Everybody in Washington is gray and brown and kind of melted. Blondes tend to be individual because bold and not easily controlled. Why there has never been a blonde president before. (You could look it up.) Maybe why they hate him so. Think about it. Never a blonde president. Not once. Outrageous. They make jokes about us. Especially about our womenfolk, who can’t help how they are. We are compelled to call this bias “blondism.”

In the movies (why?), blondes are always stereotypes, of good, evil, astonishing physical beauty and bravery, and cunning, and intelligence despite their low IQs, and the really fine looking breasts of our wives, and, well, always winning in the end.

The fastest gun. 

The saddest man.

The scariest, meaning the really truly scariest..

The nightmare. Why you can’t sleep.

The best of the best and the worst of the worst. Take it from me, Peter O’Toole was blond.
Yeah. They’re always the ones you think of in supernatural terms, as opposed to Martin Scorsese’s beaten up Booklynites. What’s the difference? Ultimate hero, ultimate villain, ultimate boy toy, ultimate piece of ass. Sports Illustrated Swimsuit Issue wouldn’t exist without blondes. You know it and I know it. And then there are the blonde men: Robert Redford, Brad Pitt, James Dean, Thor, and such. Sometimes shining, sometimes doomed. The best and the worst. Why the whole world watches.
Yeah. They’re almost always the villains these days. Heroes back then. But villain parts are way more fun to play. Blonde hair = evil. I c’n do that. Who dat who wanna play? Evil be da fun game.

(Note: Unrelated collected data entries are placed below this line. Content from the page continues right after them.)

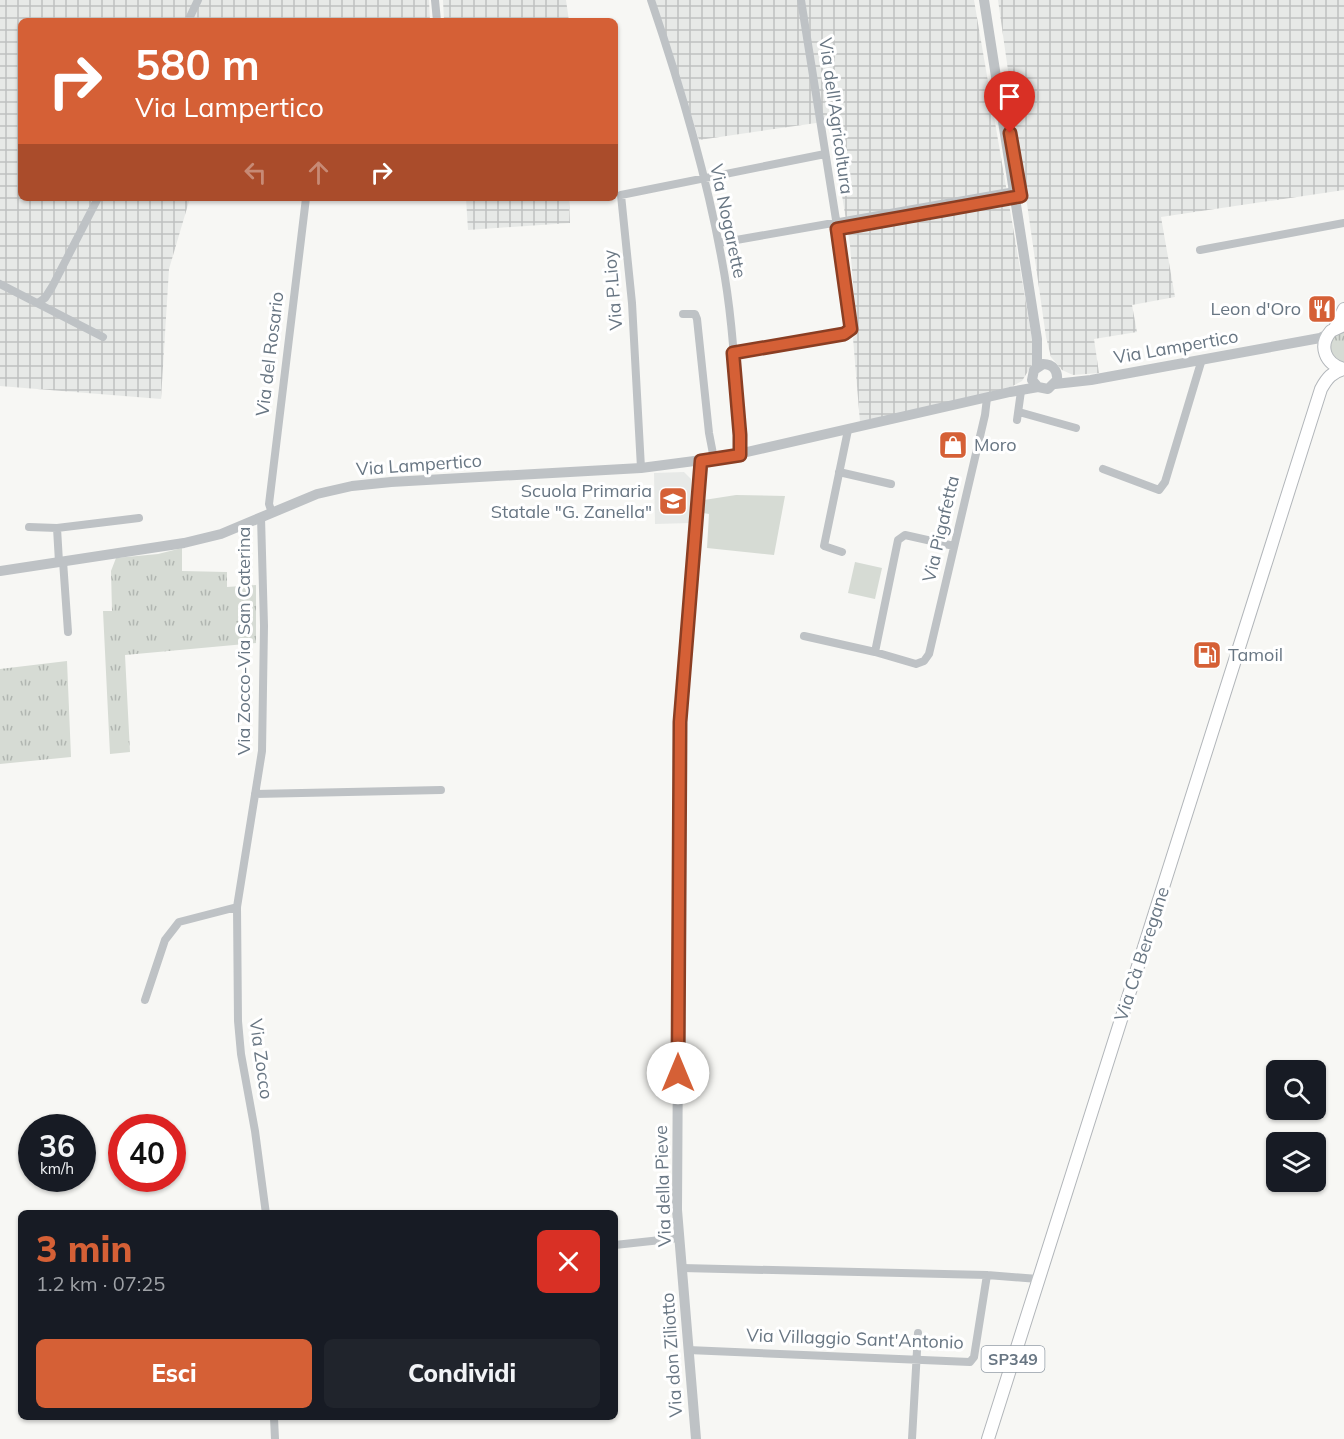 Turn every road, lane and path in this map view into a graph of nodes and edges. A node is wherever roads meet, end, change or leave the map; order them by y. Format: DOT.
graph roads {
  1 [pos="198,0"];
  2 [pos="435,0"];
  3 [pos="651,0"];
  4 [pos="801,0"];
  5 [pos="984,0"];
  6 [pos="989,0"];
  7 [pos="189,18"];
  8 [pos="437,18"];
  9 [pos="825,154"];
  10 [pos="704,177"];
  11 [pos="1018,193"];
  12 [pos="96,201"];
  13 [pos="306,201"];
  14 [pos="1344,223"];
  15 [pos="837,226"];
  16 [pos="719,243"];
  17 [pos="1200,250"];
  18 [pos="0,284"];
  19 [pos="38,303"];
  20 [pos="1344,309"];
  21 [pos="683,314"];
  22 [pos="1336,329"];
  23 [pos="103,337"];
  24 [pos="1310,339"];
  25 [pos="733,353"];
  26 [pos="1325,353"];
  27 [pos="1202,359"];
  28 [pos="1344,369"];
  29 [pos="1034,371"];
  30 [pos="1054,374"];
  31 [pos="1038,387"];
  32 [pos="1321,388"];
  33 [pos="1015,392"];
  34 [pos="987,398"];
  35 [pos="1076,428"];
  36 [pos="848,430"];
  37 [pos="740,455"];
  38 [pos="714,459"];
  39 [pos="701,461"];
  40 [pos="641,468"];
  41 [pos="1103,470"];
  42 [pos="839,472"];
  43 [pos="891,484"];
  44 [pos="272,513"];
  45 [pos="261,517"];
  46 [pos="139,518"];
  47 [pos="29,528"];
  48 [pos="57,528"];
  49 [pos="954,546"];
  50 [pos="842,552"];
  51 [pos="61,561"];
  52 [pos="0,571"];
  53 [pos="68,632"];
  54 [pos="804,636"];
  55 [pos="875,652"];
  56 [pos="441,790"];
  57 [pos="255,794"];
  58 [pos="237,907"];
  59 [pos="145,1000"];
  60 [pos="265,1210"];
  61 [pos="679,1238"];
  62 [pos="618,1245"];
  63 [pos="682,1268"];
  64 [pos="987,1275"];
  65 [pos="1038,1279"];
  66 [pos="918,1333"];
  67 [pos="688,1350"];
  68 [pos="917,1360"];
  69 [pos="274,1420"];
  70 [pos="275,1439"];
  71 [pos="696,1439"];
  72 [pos="912,1439"];
  73 [pos="987,1439"];
  1 -- 7 [label="street"];
  2 -- 8 [label="street"];
  3 -- 10 [label="street, Via Nogarette"];
  4 -- 9 [label="street, Via dell'Agricoltura"];
  5 -- 11 [label="street"];
  6 -- 11 [label="street"];
  9 -- 10 [label="street"];
  9 -- 15 [label="street, Via dell'Agricoltura"];
  10 -- 16 [label="street, Via Nogarette"];
  10 -- 40 [label="street, Via P.Lioy"];
  11 -- 15 [label="street"];
  11 -- 29 [label="street"];
  11 -- 30 [label="street"];
  12 -- 19 [label="street"];
  13 -- 44 [label="street, Via del Rosario"];
  14 -- 17 [label="street"];
  15 -- 16 [label="street"];
  15 -- 25 [label="street, Via dell'Agricoltura"];
  16 -- 25 [label="street, Via Nogarette"];
  18 -- 19 [label="street"];
  19 -- 23 [label="street"];
  20 -- 22 [label="main road, Via Cà Beregane"];
  21 -- 38 [label="street"];
  22 -- 24 [label="street, Via Lampertico"];
  22 -- 26 [label="main road, Via Cà Beregane"];
  24 -- 26 [label="street"];
  24 -- 27 [label="street, Via Lampertico"];
  25 -- 37 [label="street, Via Nogarette"];
  26 -- 28 [label="main road"];
  26 -- 32 [label="main road, Via Cà Beregane"];
  27 -- 30 [label="street, Via Lampertico"];
  27 -- 41 [label="street"];
  28 -- 32 [label="main road"];
  29 -- 30 [label="street, Via Lampertico"];
  29 -- 31 [label="street"];
  29 -- 33 [label="street, Via Lampertico"];
  30 -- 31 [label="street, Via Lampertico"];
  31 -- 33 [label="street, Via Lampertico"];
  32 -- 65 [label="main road, Via Cà Beregane / SP349"];
  33 -- 34 [label="street, Via Lampertico"];
  33 -- 35 [label="street"];
  34 -- 36 [label="street, Via Lampertico"];
  34 -- 49 [label="street, Via Pigafetta"];
  36 -- 37 [label="street, Via Lampertico"];
  36 -- 42 [label="street"];
  37 -- 38 [label="street, Via Lampertico"];
  38 -- 39 [label="street, Via Lampertico"];
  39 -- 40 [label="street, Via Lampertico"];
  39 -- 61 [label="street, Via della Pieve"];
  40 -- 44 [label="street, Via Lampertico"];
  42 -- 43 [label="street"];
  42 -- 50 [label="street"];
  44 -- 45 [label="street, Via Lampertico"];
  45 -- 51 [label="street, Via Lampertico"];
  45 -- 57 [label="street, Via Zocco-Via San Caterina"];
  46 -- 48 [label="street"];
  47 -- 48 [label="street"];
  48 -- 51 [label="street"];
  49 -- 55 [label="street, Via Pigafetta"];
  49 -- 55 [label="street"];
  51 -- 52 [label="street, Via Lampertico"];
  51 -- 53 [label="street"];
  54 -- 55 [label="street"];
  56 -- 57 [label="street"];
  57 -- 58 [label="street, Via Zocco-Via San Caterina"];
  58 -- 59 [label="street"];
  58 -- 60 [label="street, Via Zocco"];
  61 -- 62 [label="street"];
  61 -- 63 [label="street, Via della Pieve"];
  63 -- 64 [label="street, Via della Pieve"];
  63 -- 67 [label="street, Via don Ziliotto"];
  64 -- 65 [label="street, Via della Pieve"];
  64 -- 68 [label="street, Via Villaggio Sant'Antonio"];
  65 -- 73 [label="main road, SP349"];
  66 -- 68 [label="street"];
  67 -- 68 [label="street, Via Villaggio Sant'Antonio"];
  67 -- 71 [label="street, Via don Ziliotto"];
  68 -- 72 [label="street"];
  69 -- 70 [label="street"];
}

Even, well, especially, the women.
Lana Turner.

Her movies were almost as salacious as her life.
 Veronica Lake.

  4′ 10″ and and a fall of blonde hair.
 Grace Kelly.

I was there when she was there but I fell in love with Edith Sanski at Menton instead..

Kim Novak

She was the only woman who was a Nemesis for James Stewart.

Everybody knows that blonds still rule everything. They don’t like it. Blonds don’t seek it. They’re content to have incredibly awful jokes told about them. Truth is, everybody wants to be a blond.

Until the guy who put five bullets in your blond back thinks he should give you one more.

Eastwood used to be blonde. So did I. We got so discriminated for it. All we can say is, Blonde Lives Matter.

btw, you think Clint’s cold? Try Fred.

Those brown haired guys are blondists like you wouldn’t believe.